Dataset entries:
----

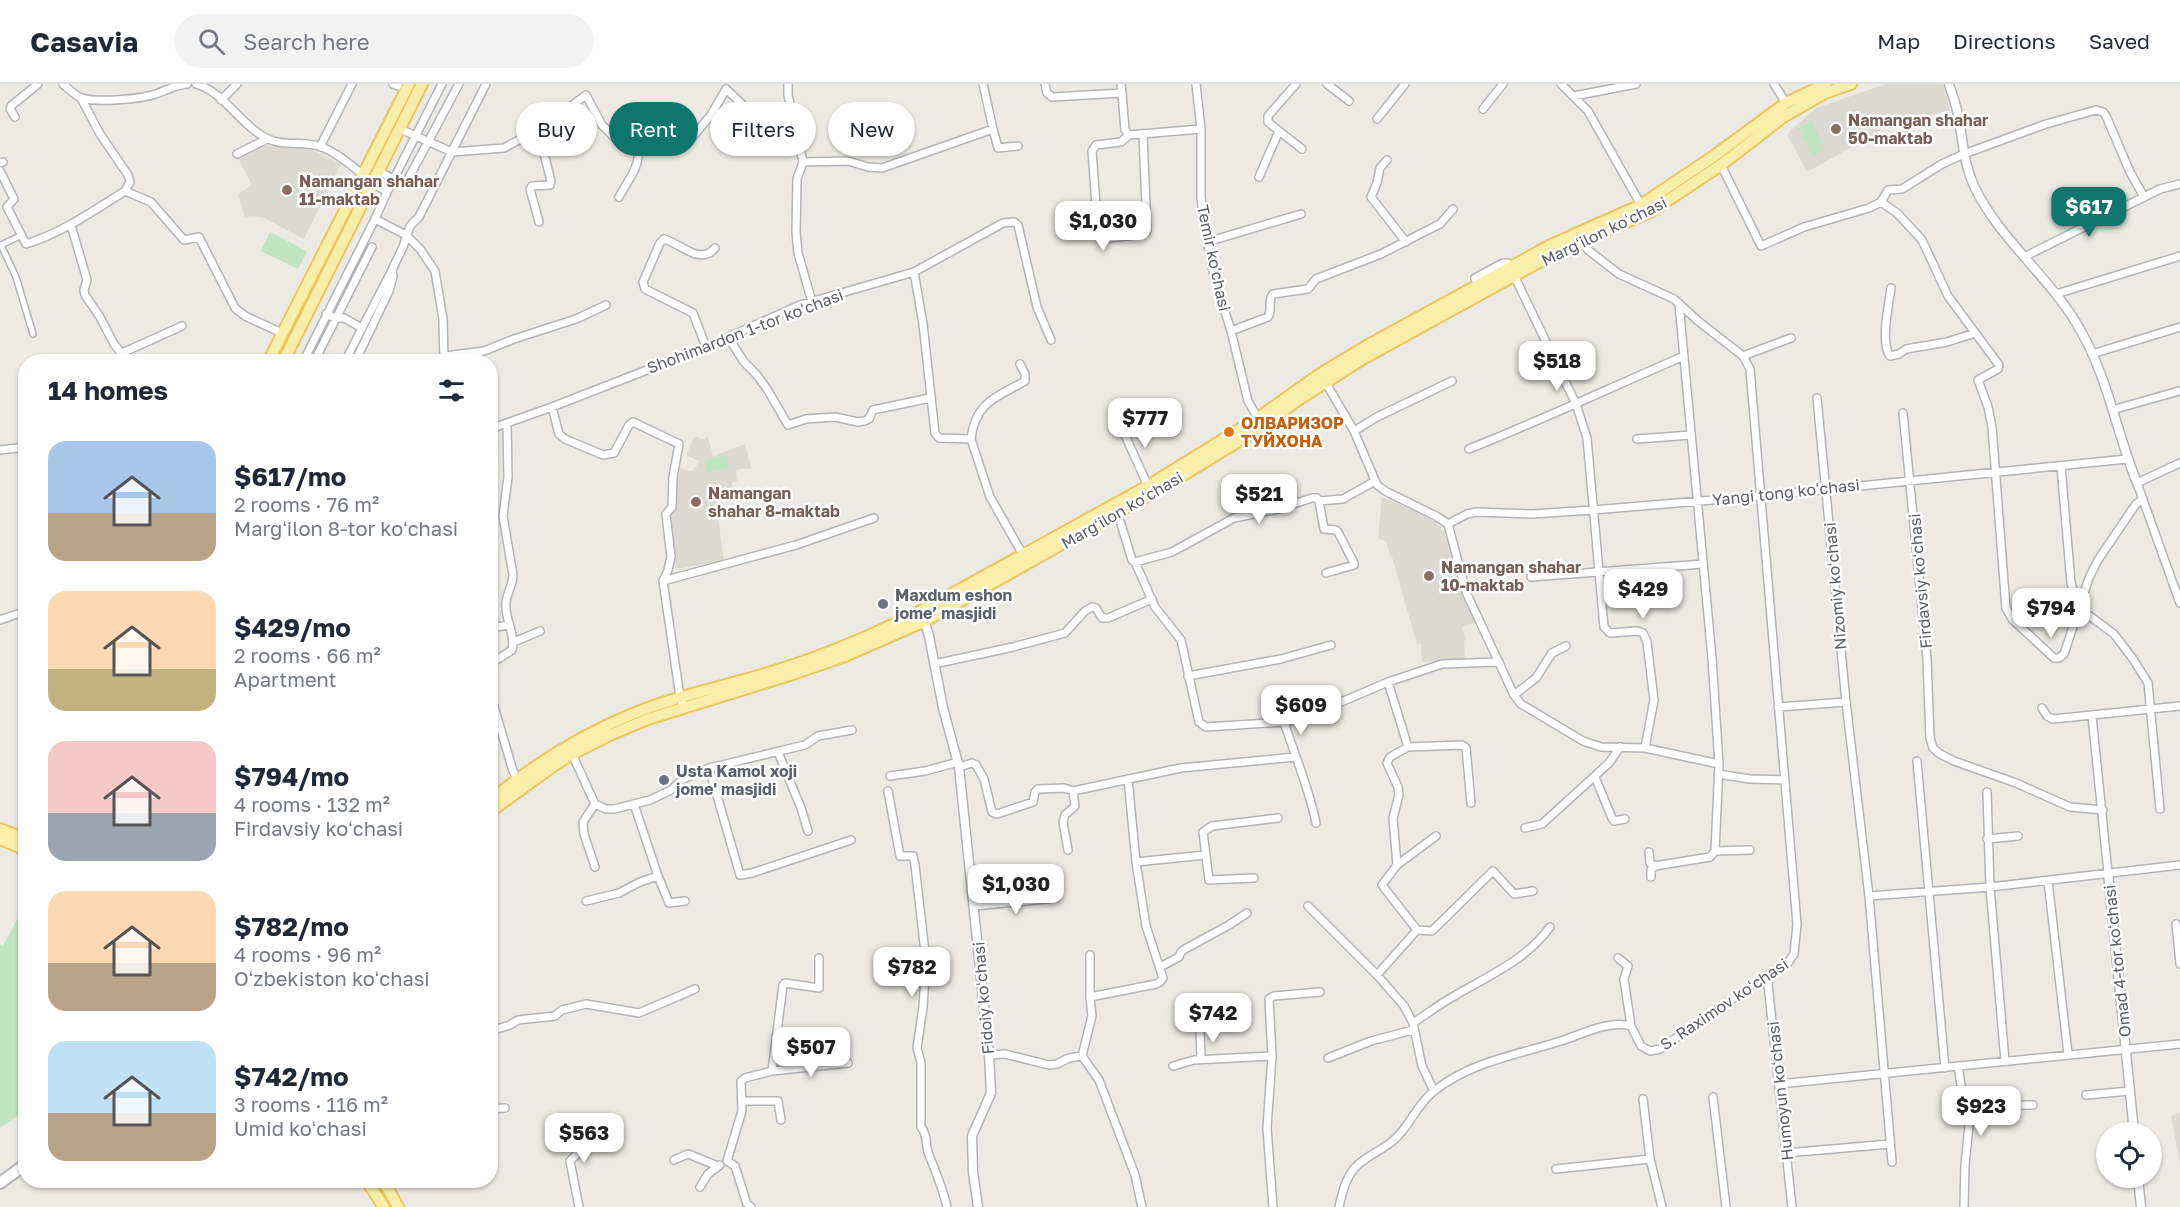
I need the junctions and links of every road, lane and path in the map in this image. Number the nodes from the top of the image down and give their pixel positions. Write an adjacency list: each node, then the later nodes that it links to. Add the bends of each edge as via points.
1 (38, 84): 41 (street, via 10,106)
2 (63, 84): 31 (street)
3 (187, 84): 27 (street)
4 (196, 84): 32 (street)
5 (237, 84): 32 (street)
6 (352, 84): 56 (street)
7 (422, 84): 43 (main road)
8 (442, 84): 51 (street)
9 (459, 84): 53 (street)
10 (486, 84): 58 (street)
11 (788, 84): 37 (street)
12 (983, 84): 44 (street)
13 (1045, 84): 29 (street, via 1052,97)
14 (1121, 84): 29 (street)
15 (1196, 84): 45 (street, Temir ko'chasi)
16 (1296, 84): 47 (street, via 1268,116 1268,122)
17 (1327, 84): 33 (street)
18 (1405, 84): 42 (street)
19 (1503, 84): 39 (street)
20 (1561, 84): 30 (street)
21 (1636, 84): 30 (street)
22 (1774, 84): 38 (street)
23 (1826, 84): 38 (main road, Margʻilon koʻchasi)
24 (1851, 84): 66 (main road, Margʻilon koʻchasi, via 1825,93 1783,117)
25 (1949, 84): 60 (street)
26 (400, 85): 69 (main road)
27 (168, 86): 31 (street, via 157,94 140,98)
28 (726, 86): 36 (street); 46 (street)
29 (1122, 93): 50 (street, via 1125,130)
30 (1574, 96): 79 (street, via 1588,111)
31 (81, 98): 74 (street, via 128,175 130,182)
32 (221, 100): 52 (street, via 250,128)
33 (1349, 101)
34 (576, 102): 35 (street, via 586,95)
35 (590, 102)
36 (742, 102)
37 (790, 102)
38 (1786, 103): 79 (main road, Margʻilon koʻchasi)
39 (1483, 109)
40 (597, 116): 48 (street)
41 (15, 117)
42 (1377, 119)
43 (400, 129): 51 (street); 68 (main road)
44 (993, 129): 55 (street, via 998,147); 65 (street, via 882,168 848,161)
45 (1201, 129): 49 (street); 88 (street, Temir ko'chasi, via 1201,197)
46 (698, 130)
47 (1279, 131): 57 (street); 70 (street)
48 (609, 134)
49 (1143, 134): 50 (street); 50 (street, via 1147,231 1102,239 1098,232 1092,151 1096,145 1121,142)
50 (1129, 135)
51 (415, 137): 53 (street); 71 (street)
52 (267, 138): 56 (street); 59 (street)
53 (428, 142): 58 (street); 71 (street, via 406,183)
54 (516, 142): 58 (street, via 504,148)
55 (1018, 146)
56 (320, 147): 69 (street, via 344,159)
57 (1302, 149)
58 (452, 152): 85 (street)
59 (237, 154)
60 (1964, 154): 77 (street, via 2046,124 2099,111 2106,116); 78 (street, via 1902,189 1888,190); 93 (street, via 1975,188)
61 (547, 156): 83 (street, via 552,181 530,189)
62 (639, 156): 76 (street)
63 (802, 156): 65 (street)
64 (1387, 160): 89 (street, via 1380,168 1371,197)
65 (803, 162): 99 (street, via 797,179 796,232)
66 (1721, 165): 78 (street, via 1761,246 1804,227); 87 (main road, Margʻilon koʻchasi, via 1652,211)
67 (0, 171): 86 (street, via 14,199 7,207)
68 (378, 171): 71 (street); 72 (main road)
69 (362, 175): 72 (street); 108 (main road)
70 (1259, 177)
71 (394, 180): 75 (street)
72 (372, 183): 75 (street); 117 (main road)
73 (2180, 184): 77 (street)
74 (125, 191): 84 (street); 108 (street, via 151,202 184,240 199,237 235,309)
75 (387, 192): 82 (street)
76 (619, 197)
77 (2144, 197): 93 (street)
78 (1881, 202): 109 (street, via 1922,240 1942,286)
79 (1641, 205): 96 (main road, Margʻilon koʻchasi, via 1574,233)
80 (1454, 209): 89 (street, via 1440,224)
81 (1301, 214): 88 (street)
82 (375, 219): 85 (street); 102 (street)
83 (539, 222)
84 (71, 225): 86 (street, via 28,243); 115 (street, via 87,280 85,295)
85 (406, 235): 94 (street); 122 (street, via 435,271 444,319)
86 (20, 236): 110 (street, via 1,245 16,277)
87 (1581, 240): 96 (main road, Margʻilon koʻchasi); 100 (street, via 1619,274)
88 (1207, 242): 107 (street, Temir ko'chasi)
89 (1406, 242): 107 (street, via 1316,279 1308,289 1273,294 1268,317)
90 (372, 247): 103 (street)
91 (715, 248): 114 (street, via 700,256 664,239 642,282 649,292 693,313)
92 (2180, 256): 98 (street)
93 (2024, 257): 98 (street)
94 (392, 270): 106 (street); 121 (street, via 389,291)
95 (914, 272): 99 (street, Shohimardon 1-tor koʻchasi); 113 (street, Shohimardon 1-tor koʻchasi, via 1003,223 1014,222 1018,225 1036,307); 131 (street)
96 (1513, 272): 129 (main road, Margʻilon koʻchasi); 133 (street); 138 (main road, Margʻilon koʻchasi, via 1478,286 1342,359)
97 (1891, 288): 109 (street, via 1887,328 1890,356)
98 (2056, 294): 124 (street)
99 (812, 302): 111 (street, Shohimardon 1-tor koʻchasi)
100 (1679, 304): 125 (street); 126 (street)
101 (606, 305): 123 (street, via 576,319)
102 (327, 314): 103 (street); 118 (street)
103 (335, 318): 106 (street, via 344,318); 119 (street)
104 (182, 326): 115 (street)
105 (2180, 327): 124 (street)
106 (362, 328): 120 (street)
107 (1230, 331): 138 (street, Temir ko'chasi, via 1248,401)
108 (282, 333): 116 (main road)
109 (1975, 333): 151 (street, via 1999,365 1978,380 1990,415)
110 (33, 334)
111 (728, 337): 114 (street, Shohimardon 1-tor koʻchasi); 131 (street, via 788,425 835,417 864,421 873,410)
112 (1791, 338): 126 (street)
113 (1051, 340)
114 (706, 347): 134 (street, Shohimardon 1-tor koʻchasi)
115 (122, 353)
116 (272, 354)
117 (288, 354)
118 (307, 354)
119 (318, 354)
120 (349, 354)
121 (358, 354)
122 (444, 354)
123 (467, 354)
124 (2092, 354): 135 (street)
125 (1684, 356): 133 (street); 142 (street)
126 (1743, 356): 157 (street, via 1750,369 1753,392)
127 (1020, 364): 143 (street, via 1025,381 979,411)
128 (1452, 381): 141 (street)
129 (1326, 383): 138 (main road, Margʻilon koʻchasi); 141 (street)
130 (2179, 392): 135 (street)
131 (930, 398): 143 (street, via 936,436)
132 (1817, 398): 156 (street, Nizomiy koʻchasi)
133 (1576, 404): 146 (street); 161 (street, via 1587,438)
134 (552, 408): 139 (street, Shohimardon 1-tor koʻchasi); 171 (street, via 559,434 603,455 614,453 633,422 679,444 672,507 666,514 670,564)
135 (2112, 410): 148 (street)
136 (1903, 413): 152 (street, Firdavsiy koʻchasi)
137 (1119, 422): 155 (street)
138 (1260, 422): 155 (main road, Margʻilon koʻchasi); 162 (main road, Margʻilon koʻchasi)
139 (507, 424): 140 (street, Shohimardon 1-tor koʻchasi); 178 (street, via 508,477 503,516 513,575 506,602)
140 (498, 427)
141 (1353, 431): 153 (street)
142 (1691, 435): 144 (street); 160 (street)
143 (971, 438): 165 (street, via 990,496)
144 (1637, 439)
145 (18, 448): 147 (street)
146 (1469, 449)
147 (0, 450)
148 (2127, 459): 150 (street, Yangi tong koʻchasi); 154 (street)
149 (2180, 462): 154 (street)
150 (2061, 466): 151 (street, Yangi tong koʻchasi); 174 (street, via 2071,583)
151 (1996, 472): 152 (street, Yangi tong koʻchasi); 174 (street, via 2007,614 2050,655 2059,658 2064,654)
152 (1911, 480): 156 (street, Yangi tong koʻchasi); 225 (street, Firdavsiy koʻchasi, via 1933,748 1953,761 2070,807)
153 (1375, 481): 159 (street, via 1343,499); 164 (street, via 1387,492)
154 (2137, 483): 158 (street)
155 (1148, 486): 165 (main road, Margʻilon koʻchasi)
156 (1827, 489): 157 (street, Yangi tong koʻchasi); 191 (street, Nizomiy koʻchasi)
157 (1760, 496): 160 (street, Yangi tong koʻchasi); 193 (street)
158 (2143, 499): 173 (street); 174 (street, via 2098,560)
159 (1319, 501): 166 (street, via 1312,498 1234,518 1172,552); 168 (street, via 1324,529 1338,532 1354,563)
160 (1698, 501): 161 (street, Yangi tong koʻchasi); 167 (street)
161 (1593, 510): 164 (street, Yangi tong koʻchasi, via 1476,512); 169 (street)
162 (1116, 515): 166 (street); 176 (main road, Margʻilon koʻchasi)
163 (874, 518): 171 (street, via 796,545)
164 (1448, 524): 185 (street, via 1466,592)
165 (1022, 554): 176 (main road, Margʻilon koʻchasi)
166 (1136, 562): 172 (street)
167 (1703, 564): 169 (street); 208 (street)
168 (1326, 573)
169 (1599, 573): 170 (street); 202 (street, via 1606,630 1637,631 1646,636 1654,700)
170 (1531, 577)
171 (663, 581): 190 (street)
172 (1152, 600): 186 (street, via 1108,618 1102,618 1092,607 1065,633); 187 (street, via 1180,640)
173 (2180, 603)
174 (2079, 608): 195 (street, via 2114,634 2133,658 2148,683)
175 (18, 614): 177 (street)
176 (923, 616): 186 (street, Fidoiy koʻchasi); 190 (main road, Margʻilon koʻchasi)
177 (0, 620)
178 (508, 625): 179 (street); 181 (street)
179 (498, 627)
180 (540, 632): 181 (street)
181 (514, 642): 184 (street, via 512,650)
182 (1331, 645): 187 (street)
183 (1566, 646): 189 (street, via 1552,653 1536,678)
184 (498, 659)
185 (1498, 662): 188 (street, via 1442,664); 189 (street)
186 (934, 664): 207 (street, Fidoiy koʻchasi)
187 (1188, 676): 198 (street, via 1199,722 1206,727)
188 (1389, 682): 198 (street, via 1306,717); 200 (street)
189 (1514, 695): 201 (street, via 1521,704 1583,741 1601,747)
190 (682, 702): 204 (main road, Margʻilon koʻchasi); 213 (main road, Margʻilon koʻchasi, via 654,705 602,728)
191 (1846, 702): 193 (street); 257 (street, Nizomiy koʻchasi)
192 (2180, 706): 195 (street)
193 (1778, 707): 215 (street)
194 (2042, 708): 196 (street, via 2051,718)
195 (2150, 709): 196 (street); 224 (street)
196 (2092, 716): 225 (street)
197 (498, 720): 213 (street)
198 (1284, 722): 205 (street)
199 (852, 730): 203 (street, via 818,736 805,745)
200 (1408, 747): 220 (street, via 1466,748); 245 (street, via 1387,762 1399,795 1393,818)
201 (1620, 747): 202 (street); 212 (street)
202 (1645, 748): 208 (street)
203 (778, 752): 209 (street); 231 (street)
204 (572, 754): 221 (street); 223 (main road, Margʻilon koʻchasi)
205 (1295, 757): 214 (street, via 1189,766); 228 (street, via 1311,796)
206 (1917, 760): 256 (street)
207 (959, 764): 211 (street); 217 (street, via 976,765 994,814 1033,802 1038,789); 261 (street, Fidoiy koʻchasi)
208 (1719, 764): 210 (street)
209 (709, 768): 222 (street, via 683,779 661,795); 237 (street, via 740,875)
210 (1718, 774): 215 (street); 241 (street)
211 (890, 776)
212 (1594, 777): 227 (street, via 1614,821); 229 (street, via 1542,824)
213 (517, 778): 219 (main road, Margʻilon koʻchasi)
214 (1128, 779): 217 (street); 244 (street)
215 (1785, 780): 273 (street, S. Raximov koʻchasi, via 1797,924 1794,954 1788,963)
216 (888, 791): 328 (street, via 900,856 913,856 915,865 927,961 917,1048 921,1063 921,1127)
217 (1073, 791): 239 (street, via 1075,806 1063,822)
218 (1987, 792): 236 (street)
219 (498, 794)
220 (1471, 803)
221 (595, 804): 222 (street, via 606,809); 248 (street, via 583,822)
222 (634, 804): 250 (street)
223 (498, 806)
224 (2160, 809)
225 (2103, 810): 249 (street)
226 (1278, 818): 243 (street, via 1212,826 1203,832)
227 (1625, 819)
228 (1316, 823)
229 (1525, 828)
230 (0, 829): 235 (main road)
231 (808, 831)
232 (1436, 836): 245 (street)
233 (2018, 836): 236 (street)
234 (0, 839): 238 (main road)
235 (18, 839)
236 (1987, 839): 254 (street)
237 (851, 840)
238 (18, 841)
239 (1068, 849)
240 (1750, 850): 241 (street)
241 (1715, 851): 247 (street, via 1710,857)
242 (1648, 852): 247 (street, via 1650,863)
243 (1205, 855): 244 (street); 252 (street, via 1209,880)
244 (1136, 862): 271 (street, via 1146,926)
245 (1397, 865): 266 (street, via 1382,885)
246 (2180, 865): 249 (street)
247 (1655, 866): 251 (street)
248 (594, 867)
249 (2108, 873): 253 (street); 282 (street, Omad 4-tor koʻchasi)
250 (658, 876): 259 (street, via 669,903); 260 (street)
251 (1651, 877)
252 (1254, 879)
253 (2048, 880): 254 (street); 283 (street)
254 (1990, 887): 256 (street); 289 (street)
255 (1533, 891): 266 (street, via 1514,894 1492,871 1436,928)
256 (1929, 892): 257 (street); 293 (street)
257 (1869, 896): 295 (street, Nizomiy koʻchasi)
258 (1056, 898): 261 (street)
259 (685, 901)
260 (586, 902)
261 (974, 906): 284 (street, Fidoiy koʻchasi)
262 (1308, 906): 272 (street)
263 (1247, 913): 271 (street)
264 (2176, 924): 270 (street)
265 (1550, 927): 278 (street, via 1512,963 1456,995)
266 (1417, 930): 272 (street)
267 (1090, 954): 276 (street)
268 (819, 958): 294 (street, via 819,988 783,985)
269 (1618, 958): 277 (street, via 1628,966 1624,987)
270 (2180, 964)
271 (1160, 967): 276 (street, via 1160,982)
272 (1377, 975): 278 (street, via 1404,1006)
273 (1767, 975): 277 (street, S. Raximov koʻchasi, via 1657,1050 1641,1047); 296 (street, Humoyun koʻchasi)
274 (695, 989): 279 (street, via 639,1013 586,1004 562,1010 555,1016 518,1020)
275 (1320, 992): 286 (street, via 1269,997)
276 (1090, 997): 285 (street, via 1092,1016)
277 (1631, 1026): 297 (street, via 1616,1024 1490,1060)
278 (1413, 1027): 287 (street); 297 (street, via 1422,1066)
279 (498, 1028)
280 (1200, 1029): 288 (street)
281 (2180, 1044): 282 (street)
282 (2127, 1049): 283 (street); 298 (street, Omad 4-tor koʻchasi)
283 (2068, 1053): 289 (street)
284 (989, 1055): 285 (street, via 1005,1054 1048,1065); 329 (street, Fidoiy koʻchasi, via 991,1094 972,1136)
285 (1082, 1056): 330 (street, via 1099,1080 1135,1175)
286 (1272, 1056): 288 (street); 331 (street, via 1266,1128)
287 (1328, 1058)
288 (1201, 1059): 291 (street)
289 (2005, 1061): 292 (street)
290 (848, 1063): 294 (street)
291 (1173, 1066)
292 (1958, 1066): 293 (street); 304 (street, via 1964,1097)
293 (1945, 1068): 295 (street)
294 (772, 1071): 302 (street, via 741,1081)
295 (1885, 1073): 296 (street); 310 (street, Nizomiy koʻchasi)
296 (1779, 1084): 311 (street, Humoyun koʻchasi)
297 (1434, 1091): 332 (street, via 1396,1138 1352,1172)
298 (2130, 1091): 299 (street); 308 (street, Omad 4-tor koʻchasi)
299 (2086, 1095)
300 (1713, 1097): 334 (street)
301 (1643, 1099): 313 (street)
302 (742, 1101): 307 (street, via 778,1101); 314 (street)
303 (2033, 1105): 304 (street)
304 (1971, 1106): 336 (street)
305 (498, 1108): 306 (street)
306 (506, 1108)
307 (781, 1120)
308 (2133, 1122)
309 (614, 1132): 326 (street, via 570,1161)
310 (1890, 1144): 311 (street); 315 (street, Nizomiy koʻchasi)
311 (1786, 1153): 335 (street, Humoyun koʻchasi)
312 (674, 1160): 316 (street, via 688,1154)
313 (1650, 1160): 317 (street); 333 (street)
314 (727, 1161): 316 (street); 327 (street, via 735,1166)
315 (1892, 1162)
316 (718, 1166): 320 (street)
317 (1556, 1169)
318 (18, 1170): 319 (main road)
319 (0, 1183)
320 (700, 1187)
321 (371, 1188): 324 (main road)
322 (387, 1188): 325 (main road)
323 (2139, 1188): 337 (street)
324 (384, 1207)
325 (398, 1207)
326 (579, 1207)
327 (751, 1207)
328 (947, 1207)
329 (978, 1207)
330 (1142, 1207)
331 (1273, 1207)
332 (1339, 1207)
333 (1662, 1207)
334 (1726, 1207)
335 (1792, 1207)
336 (1964, 1207)
337 (2141, 1207)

----

Wherever a line above contains the string "Fidoiy", copy that line.

176 (923, 616): 186 (street, Fidoiy koʻchasi); 190 (main road, Margʻilon koʻchasi)
186 (934, 664): 207 (street, Fidoiy koʻchasi)
207 (959, 764): 211 (street); 217 (street, via 976,765 994,814 1033,802 1038,789); 261 (street, Fidoiy koʻchasi)
261 (974, 906): 284 (street, Fidoiy koʻchasi)
284 (989, 1055): 285 (street, via 1005,1054 1048,1065); 329 (street, Fidoiy koʻchasi, via 991,1094 972,1136)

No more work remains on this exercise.